Mme B... A... a demandé au juge des référés du tribunal administratif de Strasbourg, sur le fondement de l'article R. 541-1 du code de justice administrative, de condamner l'Etat à lui verser une provision de 75 218 euros, correspondant au montant des cotisations de taxe foncière sur les propriétés bâties auxquelles elle a été assujettie au titre des années 2019 et 2020 dans les rôles de la commune de Woippy (Moselle) et qu'elle estime avoir acquittées à tort. Par une ordonnance n° 2200064 du 17 août 2023, ce juge des référés a condamné l'Etat à verser à Mme A... la somme de 50 679,72 euros à titre de provision, en subordonnant son versement à la constitution par sa bénéficiaire de l'une des garanties prévues au deuxième alinéa de l'article R. 277-1 du livre des procédures fiscales.

Par une ordonnance n° 23NC02798 du 12 septembre 2023, enregistrée le 14 septembre 2023 au secrétariat du contentieux du Conseil d'Etat, la présidente de la cour administrative d'appel de Nancy a transmis au Conseil d'Etat, en application de l'article R. 351-2 du code de justice administrative, le pourvoi, enregistré le 31 août 2023 au greffe de cette cour, présenté par le ministre de l'économie, des finances et de la souveraineté industrielle et numérique.

Par ce pourvoi, le ministre de l'économie, des finances et de la souveraineté industrielle et numérique demande au Conseil d'Etat d'annuler cette ordonnance.


Vu les autres pièces du dossier ;

Vu :
- le code général des impôts et le livre des procédures fiscales ;
- le code de justice administrative ;


Après avoir entendu en séance publique :

- le rapport de M. Benjamin Duca-Deneuve, auditeur,

- les conclusions de Mme Karin Ciavaldini, rapporteure publique ;





Considérant ce qui suit :

1. Il ressort des pièces du dossier soumis au juge des référés que Mme A... est propriétaire d'une parcelle située à Woippy (Moselle), qu'elle loue à plusieurs sociétés, et à raison de laquelle elle a été assujettie à la taxe foncière sur les propriétés bâties au titre des années 2019 et 2020. Le ministre de l'économie, des finances et de la souveraineté industrielle et numérique se pourvoit en cassation contre l'ordonnance du 17 août 2023 par laquelle le juge des référés du tribunal administratif de Strasbourg condamne l'Etat à verser à Mme A... une provision de 50 679,72 euros, correspondant à une part du montant des cotisations de taxe foncière sur les propriétés bâties qu'elle estime avoir indûment acquitté au titre de ces deux années, sous réserve de la constitution par la contribuable de l'une des garanties prévues au deuxième alinéa de l'article R. 277-1 du livre des procédures fiscales.
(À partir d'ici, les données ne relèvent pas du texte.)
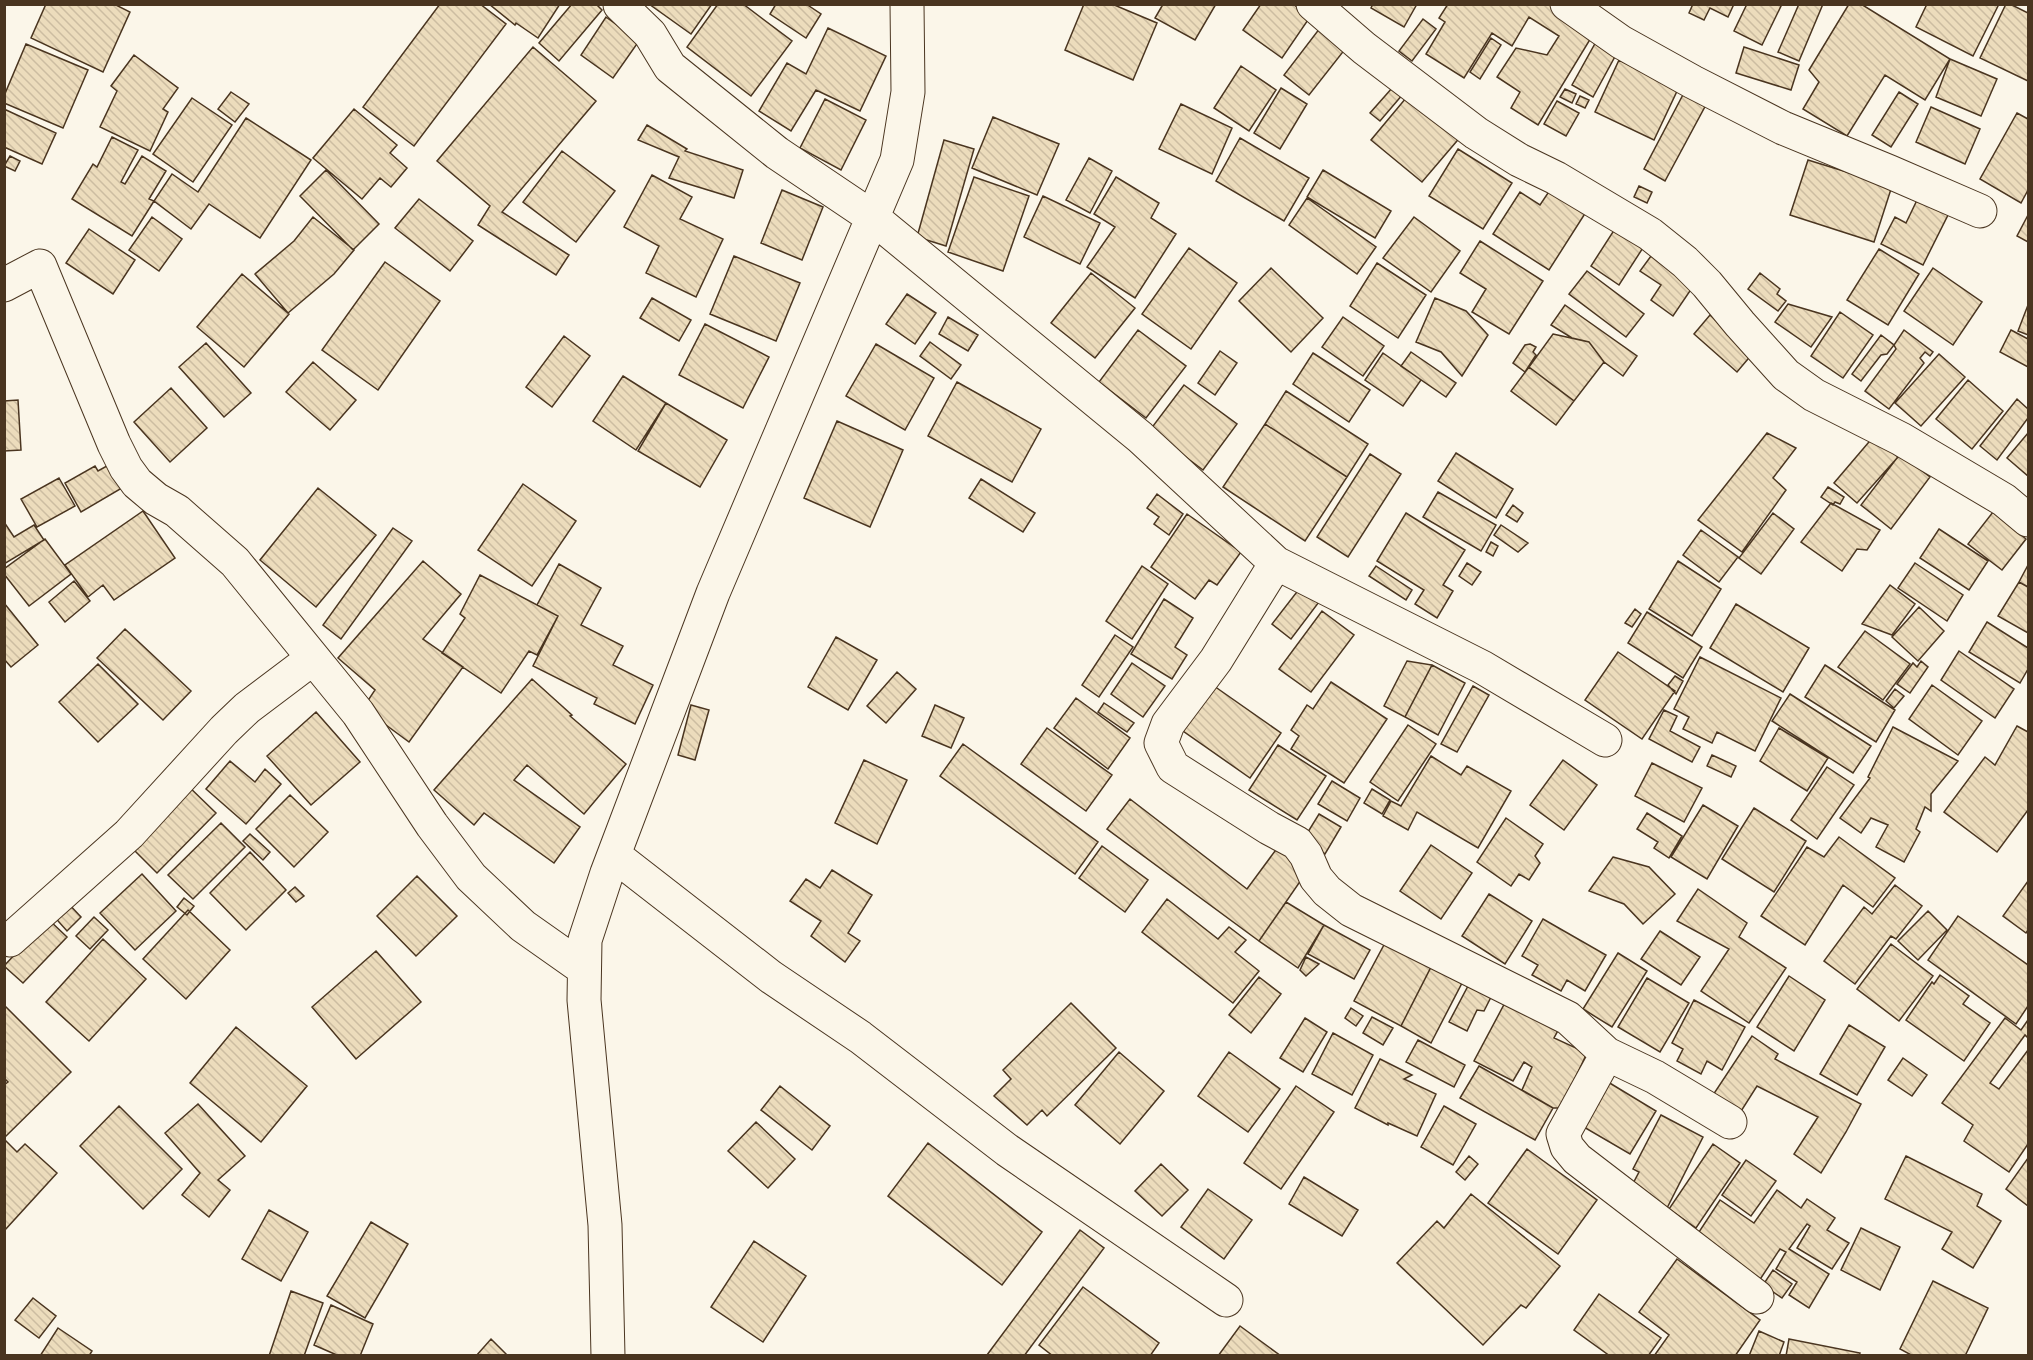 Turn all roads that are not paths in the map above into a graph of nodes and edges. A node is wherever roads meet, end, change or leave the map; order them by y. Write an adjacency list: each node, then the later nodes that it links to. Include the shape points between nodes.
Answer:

2. Aux termes de l'article R. 541-1 du code de justice administrative : " Le juge des référés peut, même en l'absence d'une demande au fond, accorder une provision au créancier qui l'a saisi lorsque l'existence de l'obligation n'est pas sérieusement contestable. Il peut, même d'office, subordonner le versement de la provision à la constitution d'une garantie ".

3. Il ressort des énonciations de l'ordonnance attaquée que, pour juger que la créance fiscale dont se prévalait Mme A... n'était pas sérieusement contestable au sens de l'article R. 541-1 du code de justice administrative, le juge des référés s'est fondé sur les seules circonstances, d'une part, que le tribunal administratif avait, par des jugements devenus définitifs, prononcé la décharge totale des cotisations de taxe foncière sur les propriétés bâties auxquelles Mme A... avait été assujettie à raison de la même parcelle au titre des années 2014 à 2018 et, d'autre part, que l'administration n'avait pas démontré que la situation de fait aurait évolué en 2019 et 2020. En statuant ainsi, alors qu'il lui appartenait de porter lui-même une appréciation sur le caractère non sérieusement contestable de la créance dont la requérante s'estimait titulaire, le juge des référés a méconnu son office et commis une erreur de droit.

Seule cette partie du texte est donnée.